■ Aim of the task: Below is a listing. Copy each line of it that holds the word "Šípoša".

■ Data to examine:

⁂

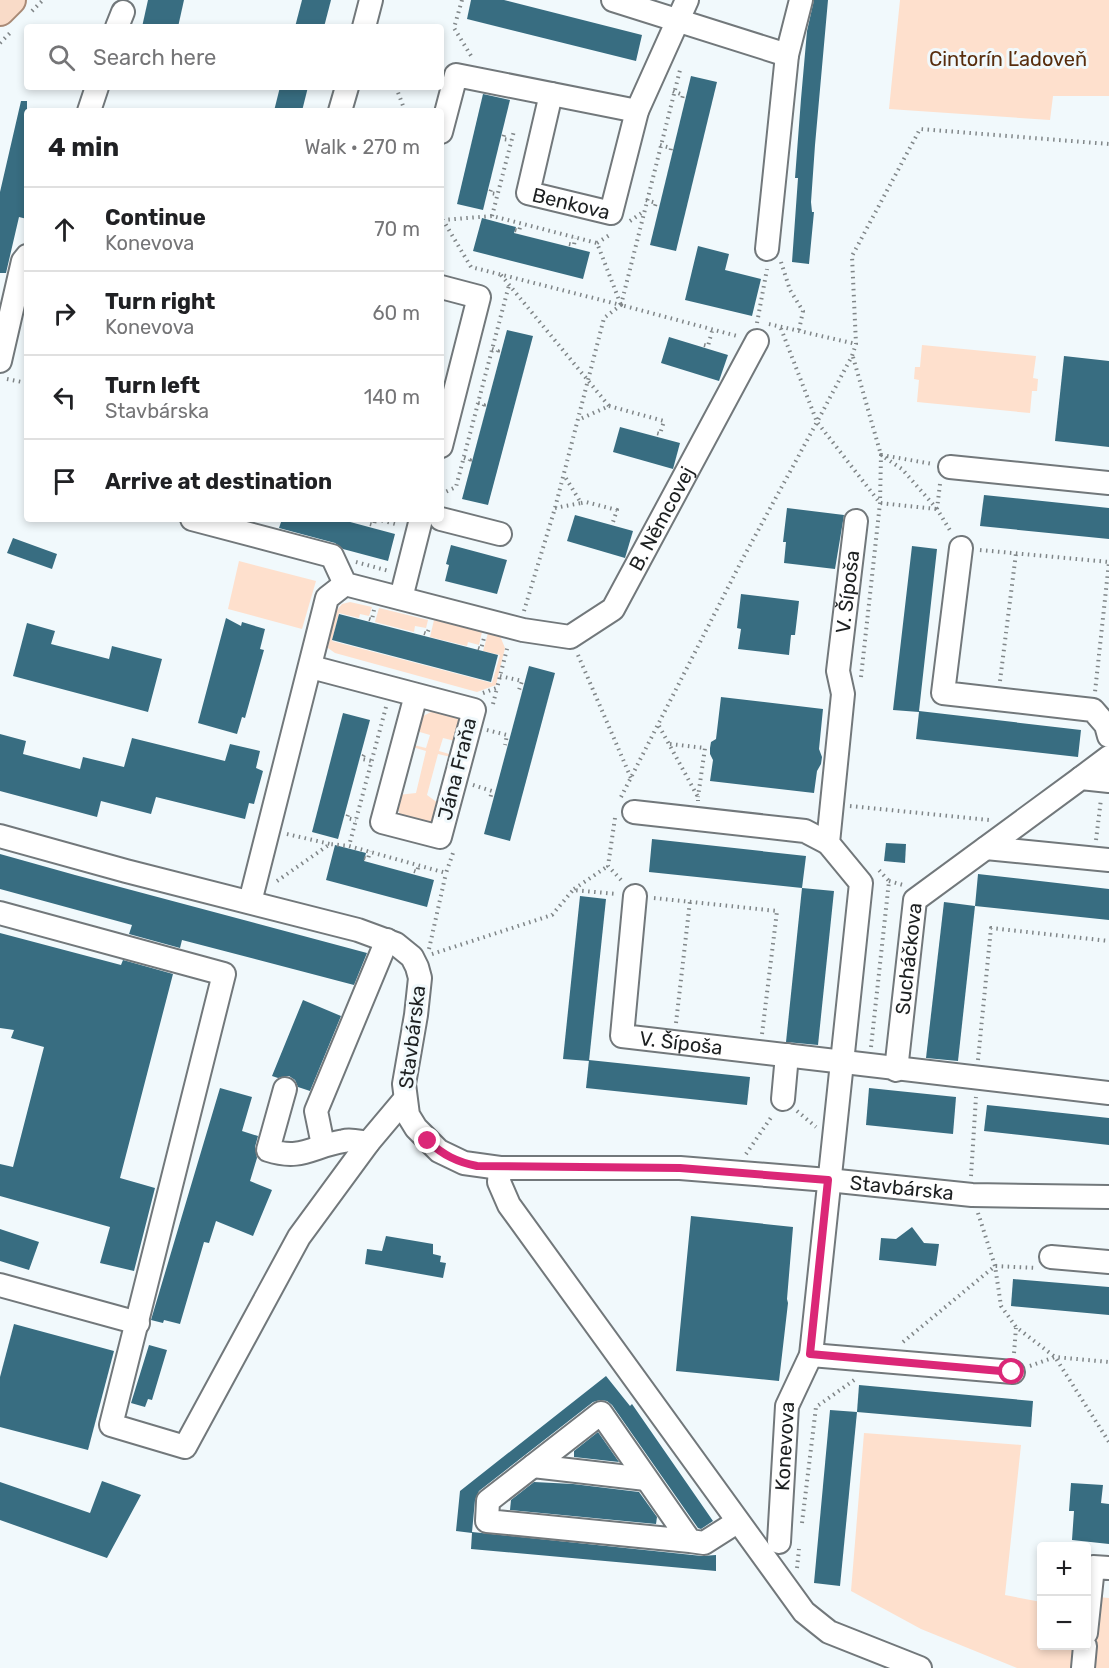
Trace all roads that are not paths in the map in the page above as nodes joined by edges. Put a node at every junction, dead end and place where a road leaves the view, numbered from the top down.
1 (11, 0) edge
2 (371, 0) edge
3 (613, 0) edge
4 (801, 0) edge
5 (683, 10) edge
6 (0, 11) edge
7 (364, 24) edge
8 (787, 55) junction
9 (96, 90) edge
10 (345, 90) edge
11 (551, 94) junction
12 (90, 108) edge
13 (341, 108) edge
14 (637, 111) junction
15 (444, 121) edge
16 (767, 249) road end
17 (24, 260) edge
18 (444, 288) edge
19 (4, 331) edge
20 (764, 332) road end
21 (0, 361) edge
22 (444, 429) edge
23 (946, 466) road end
24 (1109, 483) edge
25 (444, 520) edge
26 (856, 521) dead end
27 (229, 523) edge
28 (414, 523) edge
29 (501, 534) dead end
30 (961, 548) road end
31 (345, 584) junction
32 (400, 598) junction
33 (311, 667) junction
34 (416, 694) junction
35 (1101, 711) edge
36 (1109, 736) edge
37 (1109, 757) edge
38 (1098, 779) edge
39 (634, 812) dead end
40 (0, 836) edge
41 (828, 843) junction
42 (986, 848) junction
43 (1102, 860) edge
44 (635, 896) road end
45 (250, 902) junction
46 (0, 913) edge
47 (387, 939) junction
48 (787, 1055) junction
49 (842, 1061) junction
50 (896, 1070) junction
51 (285, 1089) dead end
52 (1109, 1093) edge
53 (405, 1099) junction
54 (783, 1100) road end
55 (368, 1143) junction
56 (323, 1145) junction
57 (500, 1167) junction
58 (828, 1180) junction
59 (1109, 1197) edge
60 (1051, 1257) dead end
61 (1109, 1262) edge
62 (0, 1285) edge
63 (138, 1323) junction
64 (810, 1354) junction
65 (1012, 1372) road end
66 (532, 1466) junction
67 (646, 1479) junction
68 (737, 1522) junction
69 (690, 1541) junction
70 (790, 1542) road end
71 (1109, 1568) edge
72 (1090, 1596) edge
73 (1085, 1650) edge
74 (920, 1668) edge
75 (1083, 1668) edge

1 - 6 main road
2 - 7 street
3 - 5 street
4 - 8 street
5 - 8 street
5 - 14 street, Benkova
8 - 16 street
9 - 12 street
10 - 13 street
11 - 14 street
11 - 14 street, Benkova
11 - 15 street
17 - 19 street
18 - 22 street
19 - 21 street
20 - 32 street, B. Němcovej
23 - 24 street
25 - 29 street
26 - 41 street, V. Šípoša
27 - 31 street
28 - 32 street
30 - 35 street
31 - 32 street
31 - 33 street
33 - 34 street, Jána Fraňa
33 - 45 street
34 - 34 street, Jána Fraňa
35 - 36 street
37 - 38 street, Sucháčkova
38 - 42 street, Sucháčkova
39 - 41 street
40 - 45 street, Stavbárska
41 - 49 street
42 - 43 street
42 - 50 street, Sucháčkova
44 - 48 street, V. Šípoša
45 - 47 street, Stavbárska
46 - 63 street
47 - 53 street, Stavbárska
47 - 56 street
48 - 49 street, V. Šípoša
48 - 54 street
49 - 50 street
49 - 58 street
50 - 52 street
51 - 56 street
53 - 55 street
53 - 57 street, Stavbárska
55 - 56 street
55 - 63 street
57 - 58 street, Stavbárska
57 - 68 street
58 - 59 street, Stavbárska
58 - 64 street, Konevova
60 - 61 street
62 - 63 street
64 - 65 street
64 - 70 street, Konevova
66 - 67 street
66 - 67 street
66 - 69 street
67 - 69 street
68 - 69 street
68 - 74 street
71 - 72 street
73 - 75 street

⁂

■ Your response:
26 - 41 street, V. Šípoša
44 - 48 street, V. Šípoša
48 - 49 street, V. Šípoša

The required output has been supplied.